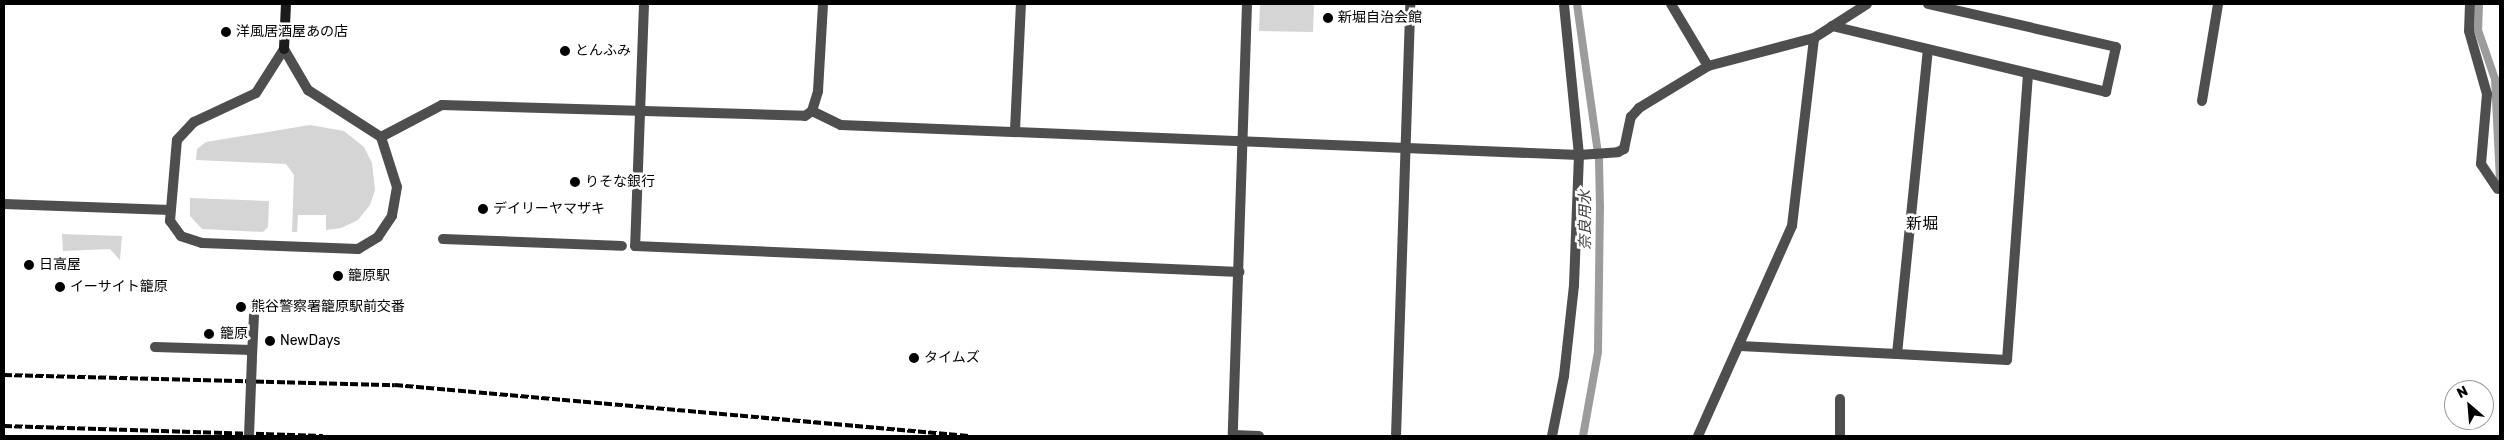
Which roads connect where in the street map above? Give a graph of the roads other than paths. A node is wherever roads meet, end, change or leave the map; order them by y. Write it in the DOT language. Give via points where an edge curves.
graph roads {
  1 [pos="286,4"];
  2 [pos="644,4"];
  3 [pos="823,4"];
  4 [pos="1021,4"];
  5 [pos="1247,4"];
  6 [pos="1410,4"];
  7 [pos="1564,4"];
  8 [pos="1671,4"];
  9 [pos="1867,4"];
  10 [pos="1928,4"];
  11 [pos="2218,4"];
  12 [pos="2470,4"];
  13 [pos="1832,26"];
  14 [pos="1814,38"];
  15 [pos="284,49"];
  16 [pos="1928,50"];
  17 [pos="1708,66"];
  18 [pos="2028,76"];
  19 [pos="2202,101"];
  20 [pos="641,111"];
  21 [pos="812,111"];
  22 [pos="1015,130"];
  23 [pos="381,137"];
  24 [pos="1244,140"];
  25 [pos="1404,146"];
  26 [pos="1584,154"];
  27 [pos="2498,189"];
  28 [pos="4,204"];
  29 [pos="170,210"];
  30 [pos="443,239"];
  31 [pos="622,246"];
  32 [pos="1239,272"];
  33 [pos="254,315"];
  34 [pos="1740,346"];
  35 [pos="155,347"];
  36 [pos="1897,354"];
  37 [pos="252,355"];
  38 [pos="1840,400"];
  39 [pos="249,436"];
  40 [pos="1233,436"];
  41 [pos="1259,436"];
  42 [pos="1396,436"];
  43 [pos="1552,436"];
  44 [pos="1698,436"];
  45 [pos="1840,436"];
  1 -- 15 [label="main road"];
  2 -- 20 [label="street"];
  3 -- 21 [label="street" via="818,91"];
  4 -- 22 [label="street"];
  5 -- 24 [label="street"];
  6 -- 25 [label="street"];
  7 -- 26 [label="street"];
  8 -- 17 [label="street"];
  9 -- 13 [label="street"];
  10 -- 18 [label="street" via="2116,47 2106,92"];
  11 -- 19 [label="street"];
  12 -- 27 [label="street" via="2469,31 2487,94 2481,164"];
  13 -- 14 [label="street"];
  13 -- 16 [label="street"];
  14 -- 17 [label="street"];
  14 -- 34 [label="street" via="1792,226"];
  15 -- 23 [label="street" via="308,90"];
  15 -- 29 [label="street" via="256,93 184,130 173,151"];
  16 -- 18 [label="street"];
  16 -- 36 [label="street"];
  17 -- 26 [label="street" via="1639,108 1631,117 1624,149 1615,153"];
  18 -- 36 [label="street" via="2008,360"];
  20 -- 21 [label="street" via="797,117"];
  20 -- 23 [label="street" via="442,105"];
  20 -- 32 [label="street" via="635,246"];
  21 -- 22 [label="street" via="841,125"];
  22 -- 24 [label="street"];
  23 -- 29 [label="street" via="392,162 396,203 378,237 358,249 202,243 174,230"];
  24 -- 25 [label="street"];
  24 -- 32 [label="street"];
  25 -- 26 [label="street"];
  25 -- 42 [label="street"];
  26 -- 43 [label="street" via="1564,376"];
  28 -- 29 [label="street"];
  30 -- 31 [label="street"];
  32 -- 40 [label="street"];
  33 -- 37 [label="street"];
  34 -- 36 [label="street"];
  34 -- 44 [label="street"];
  35 -- 37 [label="street"];
  37 -- 39 [label="street, bridge"];
  38 -- 45 [label="street"];
  40 -- 41 [label="street"];
}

**WORK REQUEST**
Please reproduce all the material exactly. Pictures stay out of the copy.

**ANSWER SECTION**
Which roads connect where in the street map above? Give a graph of the roads other than paths. A node is wherever roads meet, end, change or leave the map; order them by y. Write it in the DOT language. Give via points where an edge curves.
graph roads {
  1 [pos="286,4"];
  2 [pos="644,4"];
  3 [pos="823,4"];
  4 [pos="1021,4"];
  5 [pos="1247,4"];
  6 [pos="1410,4"];
  7 [pos="1564,4"];
  8 [pos="1671,4"];
  9 [pos="1867,4"];
  10 [pos="1928,4"];
  11 [pos="2218,4"];
  12 [pos="2470,4"];
  13 [pos="1832,26"];
  14 [pos="1814,38"];
  15 [pos="284,49"];
  16 [pos="1928,50"];
  17 [pos="1708,66"];
  18 [pos="2028,76"];
  19 [pos="2202,101"];
  20 [pos="641,111"];
  21 [pos="812,111"];
  22 [pos="1015,130"];
  23 [pos="381,137"];
  24 [pos="1244,140"];
  25 [pos="1404,146"];
  26 [pos="1584,154"];
  27 [pos="2498,189"];
  28 [pos="4,204"];
  29 [pos="170,210"];
  30 [pos="443,239"];
  31 [pos="622,246"];
  32 [pos="1239,272"];
  33 [pos="254,315"];
  34 [pos="1740,346"];
  35 [pos="155,347"];
  36 [pos="1897,354"];
  37 [pos="252,355"];
  38 [pos="1840,400"];
  39 [pos="249,436"];
  40 [pos="1233,436"];
  41 [pos="1259,436"];
  42 [pos="1396,436"];
  43 [pos="1552,436"];
  44 [pos="1698,436"];
  45 [pos="1840,436"];
  1 -- 15 [label="main road"];
  2 -- 20 [label="street"];
  3 -- 21 [label="street" via="818,91"];
  4 -- 22 [label="street"];
  5 -- 24 [label="street"];
  6 -- 25 [label="street"];
  7 -- 26 [label="street"];
  8 -- 17 [label="street"];
  9 -- 13 [label="street"];
  10 -- 18 [label="street" via="2116,47 2106,92"];
  11 -- 19 [label="street"];
  12 -- 27 [label="street" via="2469,31 2487,94 2481,164"];
  13 -- 14 [label="street"];
  13 -- 16 [label="street"];
  14 -- 17 [label="street"];
  14 -- 34 [label="street" via="1792,226"];
  15 -- 23 [label="street" via="308,90"];
  15 -- 29 [label="street" via="256,93 184,130 173,151"];
  16 -- 18 [label="street"];
  16 -- 36 [label="street"];
  17 -- 26 [label="street" via="1639,108 1631,117 1624,149 1615,153"];
  18 -- 36 [label="street" via="2008,360"];
  20 -- 21 [label="street" via="797,117"];
  20 -- 23 [label="street" via="442,105"];
  20 -- 32 [label="street" via="635,246"];
  21 -- 22 [label="street" via="841,125"];
  22 -- 24 [label="street"];
  23 -- 29 [label="street" via="392,162 396,203 378,237 358,249 202,243 174,230"];
  24 -- 25 [label="street"];
  24 -- 32 [label="street"];
  25 -- 26 [label="street"];
  25 -- 42 [label="street"];
  26 -- 43 [label="street" via="1564,376"];
  28 -- 29 [label="street"];
  30 -- 31 [label="street"];
  32 -- 40 [label="street"];
  33 -- 37 [label="street"];
  34 -- 36 [label="street"];
  34 -- 44 [label="street"];
  35 -- 37 [label="street"];
  37 -- 39 [label="street, bridge"];
  38 -- 45 [label="street"];
  40 -- 41 [label="street"];
}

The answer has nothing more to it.